The three types of nuclear emission

Radioactive emission is *spontaneous*, meaning it occurs without any external influence or trigger. We cannot predict when a particular nucleus will decay. It is also *random* in direction; the emitted radiation can travel in any direction from the nucleus. The decay of one nucleus doesn't affect the decay of others.

Radioactive decay is spontaneous because it happens independently of external factors like temperature, pressure, or chemical environment. This implies that we cannot predict which specific nucleus will decay at any given moment. We can only predict the probability of decay within a given time frame for a large number of nuclei.

Nature:
* Alpha (α): Helium nucleus (2 protons, 2 neutrons).
* Beta (β): High-speed electron.
* Gamma (γ): Electromagnetic wave.

Ionising effect:
* Alpha: Very high (due to charge and mass - knocks off electrons easily).
* Beta: Medium (less charge and mass than alpha).
* Gamma: Weak (interacts less frequently with matter).

Penetrating ability:
* Alpha: Low (stopped by paper or a few cm of air).
* Beta: Medium (stopped by a few mm of aluminium).
* Gamma: High (reduced by several cm of lead or thick concrete).

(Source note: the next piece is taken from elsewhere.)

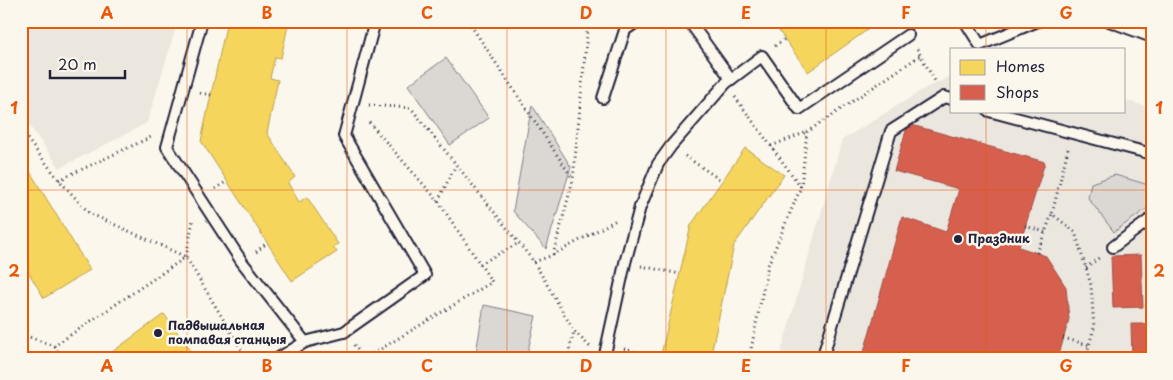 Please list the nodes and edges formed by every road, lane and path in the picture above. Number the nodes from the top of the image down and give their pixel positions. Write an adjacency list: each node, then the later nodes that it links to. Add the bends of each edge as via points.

*Explanation: Ionising effect is related to how easily a radiation type can remove electrons from atoms. Penetrating ability relates to how far the radiation can travel through a substance.*

* Best penetrating ability: Gamma
* Worst penetrating ability: Alpha

*Explanation: Gamma radiation is an electromagnetic wave and interacts weakly with matter, allowing it to penetrate deeply. Alpha particles are large and have a high positive charge, causing them to interact strongly and frequently with matter, quickly losing energy and stopping easily.*

Alpha particles: Deflected towards the negative plate because they are positively charged. Beta particles: Deflected towards the positive plate because they are negatively charged. The deflection of beta particles is greater than that of alpha particles because beta particles have a much smaller mass and a higher charge-to-mass ratio. Gamma radiation: No deflection as it is uncharged.

Alpha particle: Deflected downwards (using Fleming's Left Hand Rule). Beta particle: Deflected upwards (using Fleming's Left Hand Rule and considering the negative charge). Gamma radiation: No deflection.

Alpha particles are more ionising than beta particles because:

1. Electric Charge: Alpha particles have a +2 charge, while beta particles have a -1 charge. A higher charge means a stronger electrostatic force and therefore, greater interaction with atoms, leading to more ionisation.

2. Kinetic Energy: While beta particles are released with greater kinetic energy than alpha particles on emission, alpha particles are much more massive, and quickly slow down transferring their energy to nearby atoms, resulting in more ionisations per unit distance.

The ionising abilities of the radiations, in decreasing order, are:

1. Alpha: Highly ionising due to their large mass (+2 charge) and relatively lower initial kinetic energy. They quickly lose their energy and create many ions along their short path.

2. Beta: Less ionising than alpha particles due to their smaller mass (-1 charge) and higher kinetic energy. They travel further, depositing less energy per unit length.

3. Gamma: Weakly ionising as they are electromagnetic radiation (photons) and have no charge. They interact with matter less frequently, causing ionisation through processes like the photoelectric effect or Compton scattering.